The decentralized financial ecosystem has been plagued by a large number of known scams and exploits for some time, others appear as so-called “soft carpets”.

Anyone who has been using DeFi for a long time is familiar with the term “traction mats”. This usually refers to insiders or developers abandoning the project, removing the liquidity from pools or vaults on decentralized exchanges and disappearing with the funds.

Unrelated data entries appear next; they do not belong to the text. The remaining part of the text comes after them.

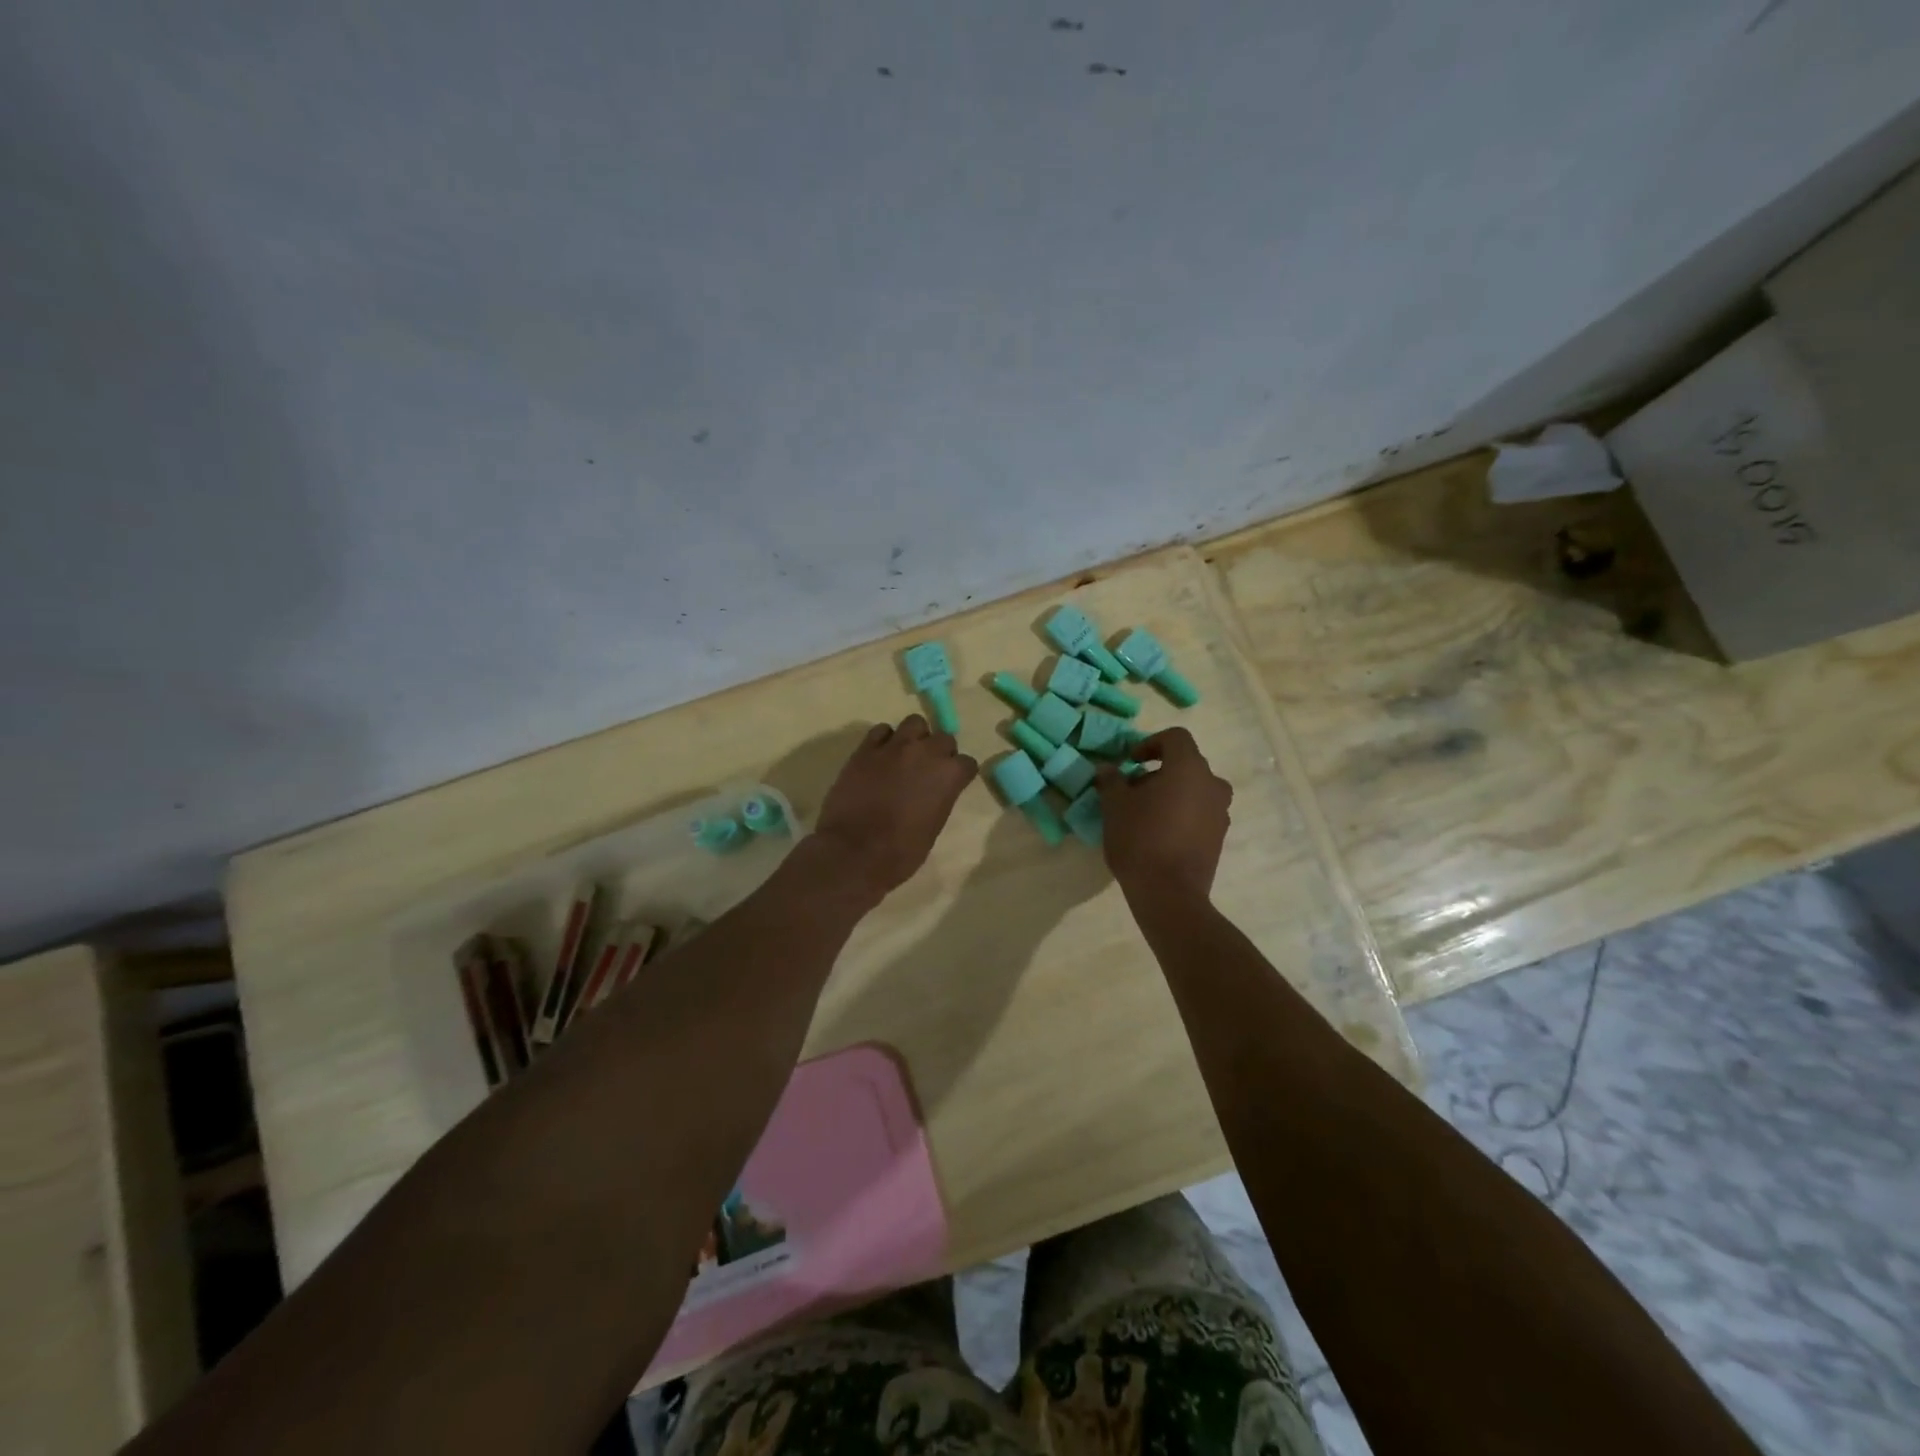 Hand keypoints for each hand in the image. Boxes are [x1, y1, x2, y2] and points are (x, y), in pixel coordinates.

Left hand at [812, 715, 978, 901]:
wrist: (854, 852)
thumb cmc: (901, 852)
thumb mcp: (933, 827)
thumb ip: (939, 799)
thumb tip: (933, 792)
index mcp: (948, 776)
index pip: (966, 763)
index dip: (959, 774)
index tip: (952, 784)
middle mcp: (925, 753)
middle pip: (943, 738)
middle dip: (939, 752)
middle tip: (927, 770)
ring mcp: (894, 747)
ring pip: (914, 723)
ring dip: (914, 737)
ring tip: (905, 755)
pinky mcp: (865, 749)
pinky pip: (881, 731)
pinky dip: (884, 740)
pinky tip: (880, 756)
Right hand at [1095, 726, 1232, 899]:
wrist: (1170, 893)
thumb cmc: (1140, 839)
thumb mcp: (1115, 806)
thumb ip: (1111, 781)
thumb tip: (1107, 769)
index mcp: (1189, 768)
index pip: (1175, 738)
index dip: (1151, 743)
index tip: (1131, 761)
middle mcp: (1212, 784)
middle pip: (1186, 764)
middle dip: (1158, 771)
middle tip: (1132, 789)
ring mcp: (1220, 812)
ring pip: (1194, 789)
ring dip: (1171, 793)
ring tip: (1144, 813)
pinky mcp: (1220, 837)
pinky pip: (1200, 812)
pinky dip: (1182, 813)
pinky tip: (1159, 833) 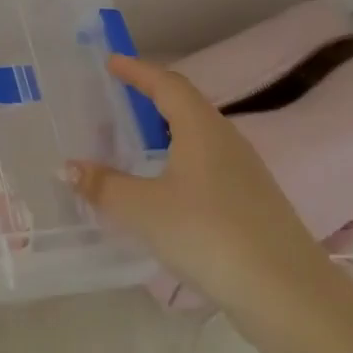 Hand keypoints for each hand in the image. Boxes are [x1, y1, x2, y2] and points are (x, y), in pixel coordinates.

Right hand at [66, 55, 316, 306]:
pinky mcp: (252, 203)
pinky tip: (165, 188)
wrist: (285, 292)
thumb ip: (103, 186)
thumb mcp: (142, 209)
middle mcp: (227, 142)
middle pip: (187, 107)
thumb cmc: (207, 234)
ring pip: (198, 139)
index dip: (138, 70)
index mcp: (202, 130)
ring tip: (136, 142)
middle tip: (119, 100)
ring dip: (166, 133)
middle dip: (151, 99)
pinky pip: (207, 166)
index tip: (112, 61)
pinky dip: (179, 163)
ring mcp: (245, 173)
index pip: (167, 85)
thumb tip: (67, 167) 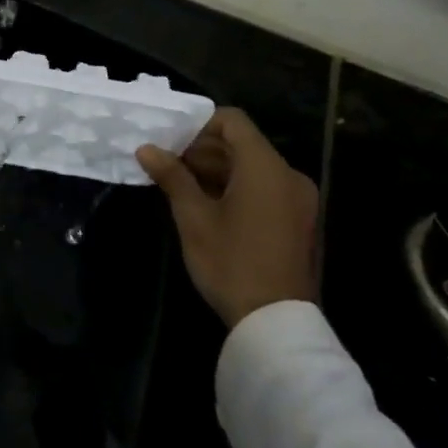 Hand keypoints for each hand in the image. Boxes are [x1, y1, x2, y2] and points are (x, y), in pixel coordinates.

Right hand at [137, 108, 317, 327]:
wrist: (278, 325)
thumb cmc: (231, 262)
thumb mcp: (194, 218)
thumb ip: (172, 176)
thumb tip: (147, 149)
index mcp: (265, 167)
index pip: (233, 121)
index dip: (199, 124)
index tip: (171, 142)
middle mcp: (289, 176)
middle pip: (243, 144)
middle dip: (204, 150)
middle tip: (169, 165)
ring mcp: (300, 201)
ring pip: (253, 168)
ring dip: (219, 170)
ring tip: (182, 186)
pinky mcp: (301, 223)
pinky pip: (266, 189)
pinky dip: (238, 188)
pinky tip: (209, 207)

A related disadvantage of the emerging financial landscape is the “soft carpet” where creators simply sell their tokens and leave the company instead of taking control of their assets.

In some cases, a soft carpet is more insidious as developers try to build trust and a false sense of security while fabricating token dumping. If done skillfully enough, the user may not even know they’ve lost out.

There have been several incidents in the DeFi scene over the past week of alleged soft carpet exit scams.

The team at Polywhale, a polygon-based productivity farming project, announced in a Reddit post on June 20 that it will be shutting down the platform. Two days later, token holders discovered that the project’s treasury wallet was empty.

As reported by Cointelegraph, the founders of Polywhale Finance allegedly pulled a soft carpet by selling their tokens during the recent crypto market price crash. The project’s native token, KRILL, has fallen from a high of $ 7 earlier this month to $ 0.17.

Connected: Pulling the carpet: DeFi investment hype is driving crypto exit fraud on the rise

Defiant reported on another alleged soft carpet regarding Swipe, the company that developed Binance Smart Chain’s third largest protocol, Venus.

On June 22nd, the founding team of the BSC-based currency market and stablecoin protocol announced that they would be bailed out of the project. Uniswap community member @MonetSupply accused the team of a soft carpet on Tuesday.

However, members of the new Venus community denied the allegations, claiming it was just a rumor, and the Swipe team gave up all of their tokens.

The crash didn’t stop the Venus-native XVS token from losing 40% since the same time last week when it was trading near $ 34. According to CoinGecko, XVS is down 87% from its all-time high of $ 147 on the day 10, redeemed for $ 19.28 at the time of writing.